Background: HPV primary screening has shown effectiveness for cancer prevention; however, gynaecological examination is considered uncomfortable. Self-sampling methods increase the acceptance of screening. The aim of this study is to compare the sensitivity and specificity of clinician sampling versus vaginal and urine self-sampling for HPV diagnosis. Methods: A diagnostic test study was conducted in a rural parish of Cuenca, Ecuador. A total of 120 women participated. Each participant self-collected urine and vaginal samples and underwent clinician sampling for HPV testing. The latter was considered as the golden standard. All three samples were processed with the same amplification and hybridization protocol for HPV detection (Hybribio) following the manufacturer’s instructions.

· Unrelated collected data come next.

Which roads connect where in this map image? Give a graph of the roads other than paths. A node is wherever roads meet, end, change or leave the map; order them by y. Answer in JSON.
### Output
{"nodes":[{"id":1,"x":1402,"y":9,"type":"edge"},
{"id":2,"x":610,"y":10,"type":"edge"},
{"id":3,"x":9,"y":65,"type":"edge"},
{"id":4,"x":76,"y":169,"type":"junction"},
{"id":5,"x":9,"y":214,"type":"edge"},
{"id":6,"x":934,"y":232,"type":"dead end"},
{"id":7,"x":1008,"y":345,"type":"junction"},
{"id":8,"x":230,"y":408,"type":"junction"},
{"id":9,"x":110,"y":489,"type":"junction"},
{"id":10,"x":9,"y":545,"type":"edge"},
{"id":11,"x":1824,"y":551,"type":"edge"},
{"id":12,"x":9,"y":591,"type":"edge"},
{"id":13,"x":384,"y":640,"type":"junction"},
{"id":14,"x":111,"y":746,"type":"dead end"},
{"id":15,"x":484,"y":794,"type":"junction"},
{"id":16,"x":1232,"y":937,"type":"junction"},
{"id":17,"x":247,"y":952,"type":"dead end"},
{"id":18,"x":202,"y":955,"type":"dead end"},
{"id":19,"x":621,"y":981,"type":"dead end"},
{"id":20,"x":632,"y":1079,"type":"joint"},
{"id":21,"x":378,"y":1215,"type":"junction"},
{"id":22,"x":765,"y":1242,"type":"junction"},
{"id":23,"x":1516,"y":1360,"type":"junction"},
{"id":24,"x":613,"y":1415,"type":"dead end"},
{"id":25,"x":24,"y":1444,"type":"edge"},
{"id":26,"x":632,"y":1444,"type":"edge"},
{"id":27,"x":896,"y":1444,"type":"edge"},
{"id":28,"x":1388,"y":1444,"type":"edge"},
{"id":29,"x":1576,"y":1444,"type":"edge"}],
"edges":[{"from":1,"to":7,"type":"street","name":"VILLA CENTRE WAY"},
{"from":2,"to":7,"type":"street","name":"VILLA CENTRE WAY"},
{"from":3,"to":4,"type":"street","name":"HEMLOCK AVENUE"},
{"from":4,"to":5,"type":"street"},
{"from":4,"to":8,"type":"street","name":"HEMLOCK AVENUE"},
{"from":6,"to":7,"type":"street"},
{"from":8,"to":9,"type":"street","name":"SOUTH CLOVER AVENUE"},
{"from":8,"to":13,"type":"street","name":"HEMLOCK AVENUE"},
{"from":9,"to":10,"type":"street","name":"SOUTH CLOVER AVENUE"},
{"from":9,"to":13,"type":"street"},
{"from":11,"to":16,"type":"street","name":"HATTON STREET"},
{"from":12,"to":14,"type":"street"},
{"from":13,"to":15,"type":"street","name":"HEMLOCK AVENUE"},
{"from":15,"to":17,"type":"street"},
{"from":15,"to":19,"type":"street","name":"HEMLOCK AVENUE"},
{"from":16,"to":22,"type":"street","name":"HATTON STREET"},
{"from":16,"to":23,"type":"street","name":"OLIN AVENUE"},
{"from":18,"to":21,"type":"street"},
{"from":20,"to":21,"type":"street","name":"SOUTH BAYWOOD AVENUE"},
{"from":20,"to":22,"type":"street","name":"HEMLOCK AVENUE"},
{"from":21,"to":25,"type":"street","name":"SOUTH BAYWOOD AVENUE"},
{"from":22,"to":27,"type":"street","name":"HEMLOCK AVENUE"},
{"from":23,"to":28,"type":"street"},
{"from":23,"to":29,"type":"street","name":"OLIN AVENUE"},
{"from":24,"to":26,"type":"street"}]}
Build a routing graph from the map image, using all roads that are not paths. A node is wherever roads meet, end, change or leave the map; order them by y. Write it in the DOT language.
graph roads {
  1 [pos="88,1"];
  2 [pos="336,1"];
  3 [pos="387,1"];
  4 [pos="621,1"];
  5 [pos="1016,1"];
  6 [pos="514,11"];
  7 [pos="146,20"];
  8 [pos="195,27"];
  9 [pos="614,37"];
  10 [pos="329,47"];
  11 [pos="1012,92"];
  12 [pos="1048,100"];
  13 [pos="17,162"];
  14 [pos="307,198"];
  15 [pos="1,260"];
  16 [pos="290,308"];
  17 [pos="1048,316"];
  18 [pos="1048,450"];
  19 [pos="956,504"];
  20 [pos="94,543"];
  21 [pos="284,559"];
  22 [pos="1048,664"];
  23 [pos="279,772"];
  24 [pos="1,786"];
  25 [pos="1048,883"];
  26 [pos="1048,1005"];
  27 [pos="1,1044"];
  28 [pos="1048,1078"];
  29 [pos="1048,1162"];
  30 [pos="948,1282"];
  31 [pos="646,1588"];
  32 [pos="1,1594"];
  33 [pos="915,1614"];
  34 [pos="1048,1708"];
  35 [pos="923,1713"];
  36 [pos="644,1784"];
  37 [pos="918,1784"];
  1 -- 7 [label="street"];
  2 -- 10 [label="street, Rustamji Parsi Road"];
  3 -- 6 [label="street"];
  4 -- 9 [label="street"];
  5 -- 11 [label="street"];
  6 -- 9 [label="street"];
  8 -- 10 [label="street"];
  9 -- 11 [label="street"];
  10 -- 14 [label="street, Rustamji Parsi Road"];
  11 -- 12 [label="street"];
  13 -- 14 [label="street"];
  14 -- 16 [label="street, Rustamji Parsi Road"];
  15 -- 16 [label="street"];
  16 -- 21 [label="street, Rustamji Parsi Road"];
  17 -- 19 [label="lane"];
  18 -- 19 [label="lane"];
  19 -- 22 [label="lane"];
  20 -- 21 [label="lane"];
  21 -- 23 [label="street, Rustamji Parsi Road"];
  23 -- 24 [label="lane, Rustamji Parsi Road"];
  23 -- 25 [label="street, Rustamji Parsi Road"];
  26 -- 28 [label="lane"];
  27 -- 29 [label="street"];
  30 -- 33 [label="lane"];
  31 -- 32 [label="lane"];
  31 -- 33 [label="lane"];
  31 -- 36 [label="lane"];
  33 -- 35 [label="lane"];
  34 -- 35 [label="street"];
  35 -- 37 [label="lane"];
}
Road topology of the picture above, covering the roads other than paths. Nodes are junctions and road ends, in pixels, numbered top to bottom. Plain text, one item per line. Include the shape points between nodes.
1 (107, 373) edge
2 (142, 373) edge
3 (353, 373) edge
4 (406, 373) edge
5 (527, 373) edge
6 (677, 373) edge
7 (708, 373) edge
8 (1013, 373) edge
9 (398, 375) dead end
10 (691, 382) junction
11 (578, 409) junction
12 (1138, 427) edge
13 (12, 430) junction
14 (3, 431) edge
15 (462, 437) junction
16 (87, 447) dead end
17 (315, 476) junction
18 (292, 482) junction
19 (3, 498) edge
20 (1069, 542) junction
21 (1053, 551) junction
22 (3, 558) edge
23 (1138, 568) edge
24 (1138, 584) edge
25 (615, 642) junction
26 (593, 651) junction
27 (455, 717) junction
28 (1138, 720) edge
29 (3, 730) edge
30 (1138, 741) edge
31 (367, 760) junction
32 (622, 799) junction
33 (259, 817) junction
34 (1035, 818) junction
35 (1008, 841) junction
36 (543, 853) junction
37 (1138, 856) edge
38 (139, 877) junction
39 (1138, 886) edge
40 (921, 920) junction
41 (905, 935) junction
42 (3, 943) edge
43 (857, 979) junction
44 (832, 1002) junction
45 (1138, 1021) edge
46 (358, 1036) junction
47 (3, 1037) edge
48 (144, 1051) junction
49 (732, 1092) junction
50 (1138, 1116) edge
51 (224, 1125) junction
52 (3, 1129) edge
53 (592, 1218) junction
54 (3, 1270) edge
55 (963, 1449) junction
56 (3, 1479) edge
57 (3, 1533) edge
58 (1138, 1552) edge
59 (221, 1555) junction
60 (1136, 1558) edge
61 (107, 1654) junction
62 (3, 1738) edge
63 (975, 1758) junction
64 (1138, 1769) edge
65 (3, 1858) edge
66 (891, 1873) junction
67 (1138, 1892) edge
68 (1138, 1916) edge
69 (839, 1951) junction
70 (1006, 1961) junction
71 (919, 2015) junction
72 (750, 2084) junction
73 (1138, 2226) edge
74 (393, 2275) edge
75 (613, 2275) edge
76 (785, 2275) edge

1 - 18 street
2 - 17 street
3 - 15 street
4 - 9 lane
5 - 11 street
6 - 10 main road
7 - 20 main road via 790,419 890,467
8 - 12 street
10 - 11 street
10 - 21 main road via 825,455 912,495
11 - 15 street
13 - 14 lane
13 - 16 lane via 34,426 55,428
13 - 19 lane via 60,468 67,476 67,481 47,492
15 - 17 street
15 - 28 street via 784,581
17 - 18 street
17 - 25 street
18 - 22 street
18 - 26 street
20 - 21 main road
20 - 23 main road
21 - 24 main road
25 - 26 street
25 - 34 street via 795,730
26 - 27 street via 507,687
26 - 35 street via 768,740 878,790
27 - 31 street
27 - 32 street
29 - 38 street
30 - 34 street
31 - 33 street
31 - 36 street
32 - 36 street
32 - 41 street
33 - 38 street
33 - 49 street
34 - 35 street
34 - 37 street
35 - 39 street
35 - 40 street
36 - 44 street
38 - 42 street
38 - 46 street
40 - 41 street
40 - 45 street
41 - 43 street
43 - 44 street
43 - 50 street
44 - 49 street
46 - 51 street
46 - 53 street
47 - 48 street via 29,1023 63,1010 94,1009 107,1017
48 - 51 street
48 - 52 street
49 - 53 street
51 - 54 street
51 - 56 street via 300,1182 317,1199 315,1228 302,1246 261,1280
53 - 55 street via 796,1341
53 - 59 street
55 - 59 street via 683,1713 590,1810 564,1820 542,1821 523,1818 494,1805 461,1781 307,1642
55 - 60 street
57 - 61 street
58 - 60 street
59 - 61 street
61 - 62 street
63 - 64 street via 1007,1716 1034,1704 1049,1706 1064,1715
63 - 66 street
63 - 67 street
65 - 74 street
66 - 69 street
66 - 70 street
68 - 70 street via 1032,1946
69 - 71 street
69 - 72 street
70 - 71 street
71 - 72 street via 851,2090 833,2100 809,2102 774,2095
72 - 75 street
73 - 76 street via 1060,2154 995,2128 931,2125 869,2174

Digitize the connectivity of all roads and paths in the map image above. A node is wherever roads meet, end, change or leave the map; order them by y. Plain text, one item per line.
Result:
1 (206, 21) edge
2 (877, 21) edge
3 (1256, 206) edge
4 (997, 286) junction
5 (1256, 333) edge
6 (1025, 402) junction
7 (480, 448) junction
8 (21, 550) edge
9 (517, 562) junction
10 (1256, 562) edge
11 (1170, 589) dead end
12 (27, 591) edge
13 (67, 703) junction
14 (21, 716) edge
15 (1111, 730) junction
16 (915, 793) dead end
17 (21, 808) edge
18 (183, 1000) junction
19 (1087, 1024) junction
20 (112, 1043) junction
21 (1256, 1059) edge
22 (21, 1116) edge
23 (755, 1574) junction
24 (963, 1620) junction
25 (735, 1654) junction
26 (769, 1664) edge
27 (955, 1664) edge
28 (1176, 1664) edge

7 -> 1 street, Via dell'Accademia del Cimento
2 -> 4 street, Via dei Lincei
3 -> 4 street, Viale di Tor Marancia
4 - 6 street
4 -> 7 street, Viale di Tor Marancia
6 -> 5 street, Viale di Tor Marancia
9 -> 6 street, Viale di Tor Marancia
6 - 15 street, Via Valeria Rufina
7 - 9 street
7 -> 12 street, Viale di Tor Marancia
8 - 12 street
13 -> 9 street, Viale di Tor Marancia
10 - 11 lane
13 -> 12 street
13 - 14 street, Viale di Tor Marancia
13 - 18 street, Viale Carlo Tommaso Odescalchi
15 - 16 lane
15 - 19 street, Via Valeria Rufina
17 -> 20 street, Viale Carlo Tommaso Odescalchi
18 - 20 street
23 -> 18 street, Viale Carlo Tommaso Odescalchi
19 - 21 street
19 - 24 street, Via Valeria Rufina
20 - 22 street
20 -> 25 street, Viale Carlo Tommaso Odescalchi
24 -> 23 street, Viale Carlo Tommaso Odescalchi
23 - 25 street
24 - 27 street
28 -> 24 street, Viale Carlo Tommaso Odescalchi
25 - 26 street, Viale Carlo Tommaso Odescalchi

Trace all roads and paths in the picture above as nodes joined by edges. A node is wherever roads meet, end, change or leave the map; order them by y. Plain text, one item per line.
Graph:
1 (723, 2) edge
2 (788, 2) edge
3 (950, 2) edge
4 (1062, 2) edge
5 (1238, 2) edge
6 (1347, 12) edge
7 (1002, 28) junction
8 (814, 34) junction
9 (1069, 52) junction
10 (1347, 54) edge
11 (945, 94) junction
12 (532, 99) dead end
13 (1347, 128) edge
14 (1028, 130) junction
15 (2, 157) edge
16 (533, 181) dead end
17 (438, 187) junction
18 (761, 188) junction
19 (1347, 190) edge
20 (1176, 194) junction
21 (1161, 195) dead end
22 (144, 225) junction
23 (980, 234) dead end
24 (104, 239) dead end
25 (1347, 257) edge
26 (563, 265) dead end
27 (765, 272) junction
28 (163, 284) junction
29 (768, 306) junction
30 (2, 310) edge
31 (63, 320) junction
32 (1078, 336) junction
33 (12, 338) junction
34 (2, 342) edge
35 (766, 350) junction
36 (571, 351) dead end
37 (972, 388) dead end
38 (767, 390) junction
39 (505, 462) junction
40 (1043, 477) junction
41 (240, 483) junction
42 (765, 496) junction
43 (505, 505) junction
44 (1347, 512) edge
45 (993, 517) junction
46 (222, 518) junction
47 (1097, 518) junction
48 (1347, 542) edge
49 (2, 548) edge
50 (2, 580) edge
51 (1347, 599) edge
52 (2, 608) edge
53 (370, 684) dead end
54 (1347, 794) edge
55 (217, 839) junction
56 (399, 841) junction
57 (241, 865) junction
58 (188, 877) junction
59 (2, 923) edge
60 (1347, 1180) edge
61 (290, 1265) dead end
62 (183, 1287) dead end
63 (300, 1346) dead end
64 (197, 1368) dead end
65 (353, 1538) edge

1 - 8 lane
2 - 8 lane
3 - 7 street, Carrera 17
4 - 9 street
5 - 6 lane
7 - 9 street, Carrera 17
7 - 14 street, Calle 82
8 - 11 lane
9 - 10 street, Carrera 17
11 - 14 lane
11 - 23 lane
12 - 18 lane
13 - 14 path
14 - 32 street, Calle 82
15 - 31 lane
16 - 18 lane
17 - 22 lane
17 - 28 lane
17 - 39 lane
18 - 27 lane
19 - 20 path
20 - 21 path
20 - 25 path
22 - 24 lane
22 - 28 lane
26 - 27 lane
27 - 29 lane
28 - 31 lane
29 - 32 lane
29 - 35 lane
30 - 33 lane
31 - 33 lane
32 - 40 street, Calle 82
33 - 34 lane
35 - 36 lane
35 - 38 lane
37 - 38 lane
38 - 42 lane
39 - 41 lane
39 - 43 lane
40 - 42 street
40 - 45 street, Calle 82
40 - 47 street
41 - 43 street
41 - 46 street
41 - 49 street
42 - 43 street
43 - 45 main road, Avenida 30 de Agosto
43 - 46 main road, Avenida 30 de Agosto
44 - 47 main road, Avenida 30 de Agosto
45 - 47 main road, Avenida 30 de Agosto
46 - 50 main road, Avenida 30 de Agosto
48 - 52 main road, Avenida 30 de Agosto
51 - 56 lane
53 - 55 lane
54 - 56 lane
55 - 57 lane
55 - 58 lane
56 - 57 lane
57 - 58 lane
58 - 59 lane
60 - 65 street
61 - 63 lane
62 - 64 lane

Results: Characteristics of the participants were: median age 35 years; 40.8% married; 46.7% had a primary level of education; and median age of sexual onset, 17.6 years. The prevalence of any type of HPV with clinician sampling was 15.0%, 17.5% with urine sampling and 18.3% with vaginal self-sampling. Self-sampling sensitivity reached 94.4% (IC 74.2–99.9), and specificity 92.1% (IC 85.2–95.9). Urine sampling had a sensitivity of 88.8% (IC 67.2, 96.9), and specificity 94.1% (IC 67.2–96.9). The negative predictive value was 98.9% (IC 94.2–99.8) for vaginal self-sampling and 97.6% (IC 92.6–99.4) for urine sampling. Conclusions: This study shows that vaginal and urine self-sampling methods have similar sensitivity and specificity compared with clinician sampling for the diagnosis of HPV. The correlation between HPV genotypes among the three tests is satisfactory.